Carmot, you were actually the first person I thought of when I saw that the Giants were angling for Matt Moore. (Same reference point for me when I see mention of Danny Salazar, George Springer, or Jean Angomas.)
The majority of comments I've seen, other than those on Giants websites, have liked the Matt Moore trade at the price we paid and, to a lesser degree, the Will Smith trade. The Giants sites, though not this one, often feature fans who have the sentimental staggers over the heartache of lost loved ones or who overvalue "our" guys, in whom they have invested their hopes and for minor leaguers, their faith that salvation is on the way. I wonder if the advent of free agency, with players as well as management entitled to be fickle, and the teams' PR to keep seats filled and merchandise moving, has markedly altered the relation of players and fans. Maybe players have always been pseudo-domesticated as Pandas, Giraffes, Skeeter-owners, and the like, but I don't remember that sort of harmless tripe being so rife in past decades.

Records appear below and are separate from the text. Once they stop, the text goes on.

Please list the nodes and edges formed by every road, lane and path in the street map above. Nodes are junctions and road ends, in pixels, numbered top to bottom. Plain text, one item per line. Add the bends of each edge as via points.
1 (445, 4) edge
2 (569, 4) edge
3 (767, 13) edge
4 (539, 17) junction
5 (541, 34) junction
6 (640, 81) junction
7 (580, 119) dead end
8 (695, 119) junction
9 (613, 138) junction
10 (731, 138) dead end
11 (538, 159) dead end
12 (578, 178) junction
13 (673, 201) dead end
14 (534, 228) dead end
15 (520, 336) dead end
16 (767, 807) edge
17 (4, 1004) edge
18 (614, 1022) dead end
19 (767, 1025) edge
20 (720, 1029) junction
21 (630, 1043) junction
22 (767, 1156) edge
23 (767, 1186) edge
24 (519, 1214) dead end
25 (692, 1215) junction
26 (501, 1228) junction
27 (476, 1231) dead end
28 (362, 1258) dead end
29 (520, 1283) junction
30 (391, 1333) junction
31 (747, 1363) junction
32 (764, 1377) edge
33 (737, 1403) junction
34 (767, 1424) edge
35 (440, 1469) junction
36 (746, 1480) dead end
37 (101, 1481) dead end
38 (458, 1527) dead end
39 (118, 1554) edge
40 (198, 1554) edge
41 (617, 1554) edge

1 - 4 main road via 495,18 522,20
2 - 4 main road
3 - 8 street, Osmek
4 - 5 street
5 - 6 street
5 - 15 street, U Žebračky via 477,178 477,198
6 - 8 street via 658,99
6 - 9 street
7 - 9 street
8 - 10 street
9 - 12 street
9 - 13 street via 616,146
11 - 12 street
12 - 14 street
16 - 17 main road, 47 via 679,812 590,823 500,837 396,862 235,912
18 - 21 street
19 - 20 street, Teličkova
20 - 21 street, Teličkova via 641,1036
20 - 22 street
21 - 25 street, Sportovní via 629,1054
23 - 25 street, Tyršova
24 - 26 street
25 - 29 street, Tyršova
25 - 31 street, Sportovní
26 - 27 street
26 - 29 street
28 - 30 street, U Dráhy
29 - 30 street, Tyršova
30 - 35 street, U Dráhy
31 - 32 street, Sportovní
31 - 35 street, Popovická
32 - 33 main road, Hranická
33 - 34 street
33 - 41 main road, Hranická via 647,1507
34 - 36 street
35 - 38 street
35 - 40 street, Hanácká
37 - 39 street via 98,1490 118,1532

Thanks as always for the input, guys. People of my vintage and older can recall through the haze of memory the days before free agency when the reserve clause was in full force and the team actually owned the player for his entire career. The arb-process is the last vestige of that archaic system. Nowadays the successful player has much more control over where he plays. Think of Jonathan Lucroy spurning the trade to Cleveland and picking Texas instead. And free agency has actually made it more likely for teams to trade young talent before they get too expensive to keep! Weird. Certainly with social media the ballplayers interact with fans much more, and the new generation has spent its life on camera and are much more savvy about reporters and interviews than their predecessors. That being said you should read Andrew Baggarly's piece about Duffy--classy kid who seems to have his shit together.